La curiosité des passants nous mettait au supplice. Puis on nous mena au Mont Chauve ; l’auto alla longtemps à l’aventure, s’arrêta devant divers locaux. Enfin elle stoppa devant le corps de garde principal. Il fallut traverser un groupe d’une centaine d’hommes qui attendaient notre arrivée et dont les regards étaient chargés de haine : ils nous injurièrent grossièrement. On nous mit dans des cachots séparés. Kostitsyne m’offrit très aimablement de me procurer tout ce qui me serait nécessaire. Je refusai sèchement ses services. La porte se ferma avec fracas ; la clef tourna bruyamment dans la serrure ; je restai seul.
Quelques jours après, le Grand Quartier Général était dissous. Kornilov, Loukomsky, Romanovsky et d’autres furent jetés en prison, à Bykhovo.
La démocratie révolutionnaire triomphait.
D’autre part, à la même époque, le gouvernement ouvrait toutes larges les portes des geôles de Pétrograd. La liberté était rendue à nombre de bolcheviks influents qui allaient pouvoir, sans se cacher, travailler à l’anéantissement de l’État russe.

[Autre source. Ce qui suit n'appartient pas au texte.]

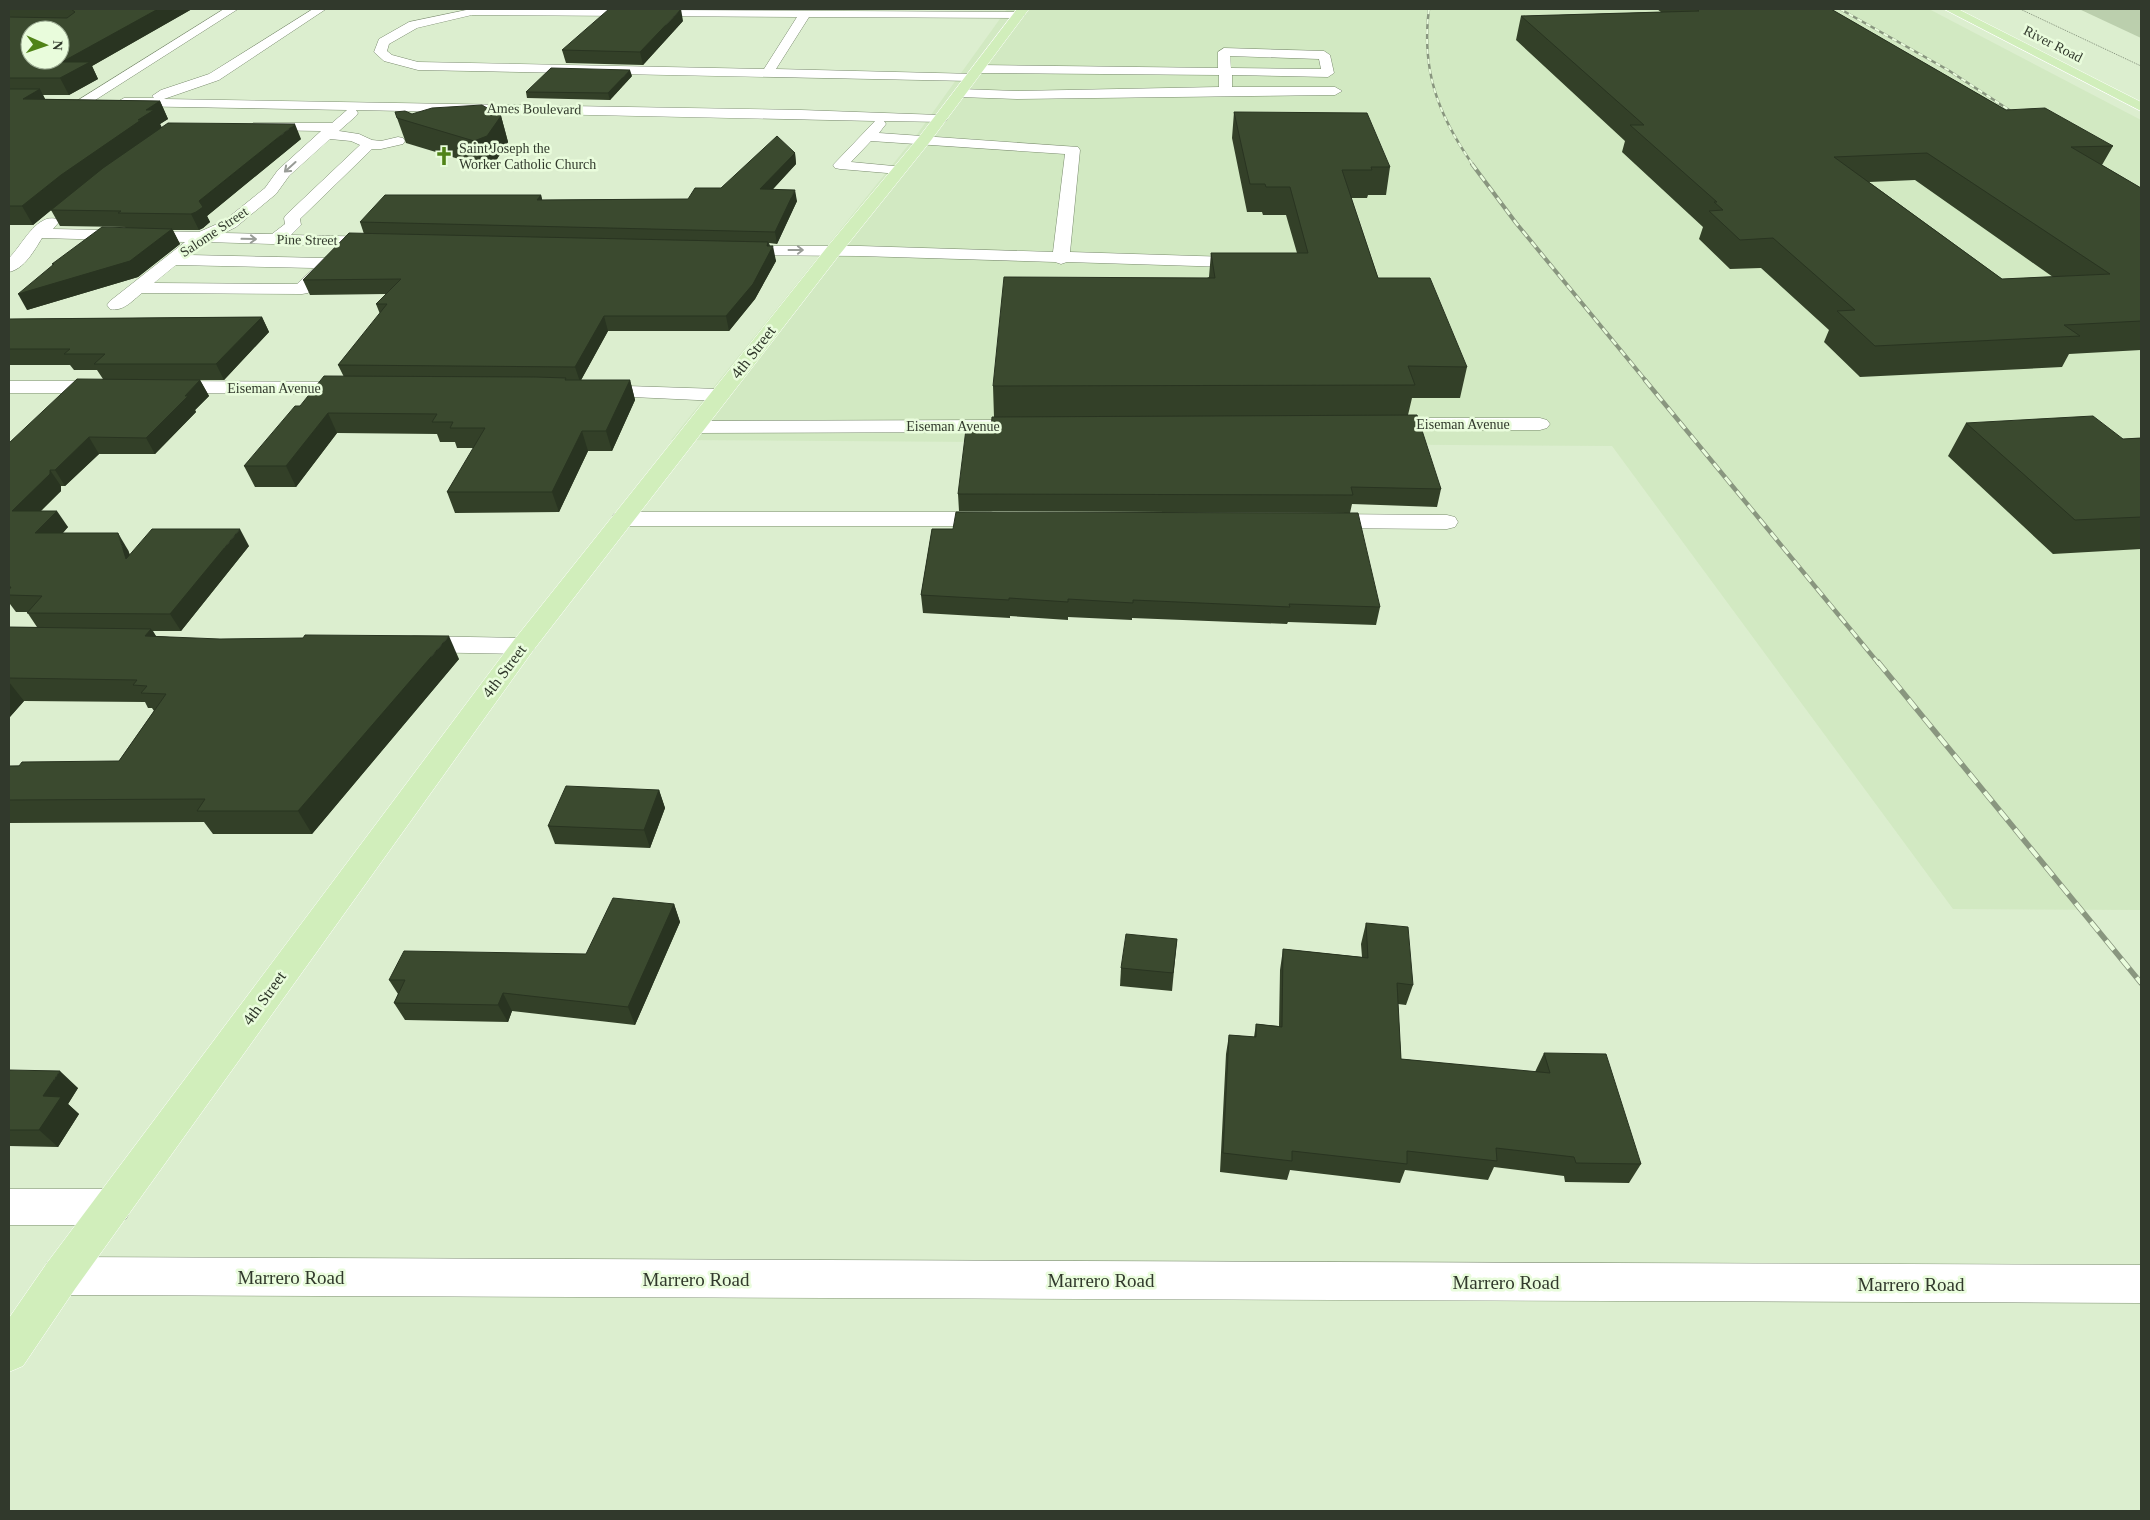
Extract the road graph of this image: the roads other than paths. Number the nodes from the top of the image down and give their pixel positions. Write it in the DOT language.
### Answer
graph roads {
  1 [pos="232,9"];
  2 [pos="320,9"];
  3 [pos="1950,9"];
  4 [pos="1021,12"];
  5 [pos="806,13"];
  6 [pos="768,72"];
  7 [pos="1225,72"];
  8 [pos="975,73"];
  9 [pos="1226,91"];
  10 [pos="1335,91"];
  11 [pos="960,93"];
  12 [pos="149,102"];
  13 [pos="78,104"];
  14 [pos="208,107"];
  15 [pos="2141,107"];
  16 [pos="96,109"];
  17 [pos="115,109"];
  18 [pos="350,114"];
  19 [pos="457,115"];
  20 [pos="188,120"];
  21 [pos="443,124"];
  22 [pos="879,124"];
  23 [pos="248,126"];
  24 [pos="933,128"];
  25 [pos="330,130"];
  26 [pos="867,136"];
  27 [pos="398,140"];
  28 [pos="370,144"];
  29 [pos="899,170"];
  30 [pos="60,215"];
  31 [pos="37,233"];
  32 [pos="200,238"];
  33 [pos="276,239"];
  34 [pos="350,241"];
  35 [pos="390,242"];
  36 [pos="719,250"];
  37 [pos="834,250"];
  38 [pos="1061,259"];
  39 [pos="171,260"];
  40 [pos="1229,262"];
  41 [pos="328,263"];
  42 [pos="9,267"];
  43 [pos="137,288"];
  44 [pos="116,305"];
  45 [pos="9,387"];
  46 [pos="118,387"];
  47 [pos="148,387"];
  48 [pos="367,388"];
  49 [pos="582,390"];
  50 [pos="719,395"];
  51 [pos="1361,424"];
  52 [pos="1540,424"];
  53 [pos="1043,426"];
  54 [pos="695,427"];
  55 [pos="622,519"];
  56 [pos="1007,519"];
  57 [pos="1297,521"];
  58 [pos="1447,522"];
  59 [pos="394,644"];
  60 [pos="523,646"];
  61 [pos="9,1207"];
  62 [pos="113,1207"];
  63 [pos="61,1276"];
  64 [pos="2141,1284"];
  65 [pos="9,1352"];
  1 -- 13 [label="street"];
  2 -- 12 [label="street"];
  3 -- 15 [label="main road, River Road"];
  4 -- 5 [label="street"];
  4 -- 8 [label="main road, 4th Street"];
  5 -- 6 [label="street"];
  5 -- 6 [label="street"];
  6 -- 8 [label="street"];
  7 -- 7 [label="street"];
  7 -- 8 [label="street"];
  7 -- 9 [label="street"];
  8 -- 11 [label="main road, 4th Street"];
  9 -- 10 [label="street"];
  9 -- 11 [label="street"];
  11 -- 24 [label="main road, 4th Street"];
  12 -- 13 [label="street, Ames Boulevard"];
  12 -- 14 [label="street, Ames Boulevard"];
  13 -- 16 [label="street"];
  14 -- 17 [label="street, Ames Boulevard"];
  14 -- 18 [label="street, Ames Boulevard"];
  14 -- 20 [label="street"];
  14 -- 24 [label="street, Ames Boulevard"];
  18 -- 19 [label="street, Ames Boulevard"];
  18 -- 25 [label="street, Salome Street"];
  19 -- 21 [label="street"];
  19 -- 22 [label="street, Ames Boulevard"];
  22 -- 24 [label="street, Ames Boulevard"];
  22 -- 26 [label="street"];
  23 -- 25 [label="street"];
  24 -- 26 [label="street"];
  24 -- 29 [label="main road, 4th Street"];
  24 -- 38 [label="street"];
  25 -- 28 [label="street"];
  25 -- 32 [label="street, Salome Street, one-way"];
  26 -- 29 [label="street"];
  27 -- 28 [label="street"];
  28 -- 33 [label="street"];
  29 -- 37 [label="main road, 4th Street"];
  30 -- 31 [label="street"];
  31 -- 32 [label="street, Pine Street"];
  31 -- 42 [label="street"];
  32 -- 33 [label="street, Pine Street, one-way"];
  32 -- 39 [label="street, Salome Street"];
  33 -- 34 [label="street, Pine Street"];
  34 -- 35 [label="street, Pine Street"];
  34 -- 41 [label="street"];
  36 -- 37 [label="street, one-way"];
  37 -- 38 [label="street"];
  37 -- 50 [label="main road, 4th Street"];
  38 -- 40 [label="street"];
  39 -- 41 [label="street"];
  39 -- 43 [label="street, Salome Street"];
  41 -- 43 [label="street"];
  43 -- 44 [label="street, Salome Street"];
  45 -- 46 [label="street"];
  47 -- 48 [label="street, Eiseman Avenue"];
  49 -- 50 [label="street"];
  50 -- 54 [label="main road, 4th Street"];
  51 -- 52 [label="street, Eiseman Avenue"];
  53 -- 54 [label="street, Eiseman Avenue"];
  54 -- 55 [label="main road, 4th Street"];
  55 -- 56 [label="street"];
  55 -- 60 [label="main road, 4th Street"];
  57 -- 58 [label="street"];
  59 -- 60 [label="street"];
  60 -- 62 [label="main road, 4th Street"];
  61 -- 62 [label="street"];
  62 -- 63 [label="main road, 4th Street"];
  63 -- 64 [label="street, Marrero Road"];
  63 -- 65 [label="main road, 4th Street"];
}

Le 1er septembre, le gouvernement provisoire fait arrêter le général Kornilov ; le 4, il met en liberté Bronstein-Trotsky. La Russie ne doit pas oublier ces deux dates.
Cellule n° 1. Superficie : dix archines carrées. Une fenêtre grillée. À la porte, un petit judas. Un lit de camp, une table, un escabeau. À côté, la cellule n° 2. C’est là qu’est enfermé Markov. Il se promène, à grands pas nerveux. Jusqu’à maintenant — je me demande pourquoi ! — je me rappelle qu’il faisait trois pas dans son cachot : moi, j’arrivais à en faire sept, en obliquant. La prison résonnait des bruits indistincts. En tendant l’oreille, on les précise ; peu à peu, on perçoit le fonctionnement de la vie, les sentiments des hommes même. La garde est composée de gens grossiers, haineux.
C’est le matin, très tôt. Une voix bourdonne. Où ? À la fenêtre, deux soldats se sont accrochés à la grille. Ils me regardent de leurs yeux cruels et méchants ; ils me crient, d’une voix hystérique, d’abominables injures, ils ont jeté par la fenêtre quelque immondice. Où fuir ces regards ? Je me tourne vers la porte — au judas, deux yeux pleins de haine ; de là aussi partent d’affreux jurons… Je m’étends sur mon lit, la tête sous ma capote. Je reste ainsi des heures. Toute la journée, les « accusateurs publics » se succèdent, à la fenêtre et à la porte — la garde laisse passer tout le monde. Dans ma niche étroite, où l’air est étouffant, se répand un flot nauséabond de paroles, de cris, d’insultes que ces lâches puisent dans leur ignorance sans bornes, dans leur haine imbécile, dans leur grossièreté insondable. Des vomissements d’ivrogne semblent inonder mon âme.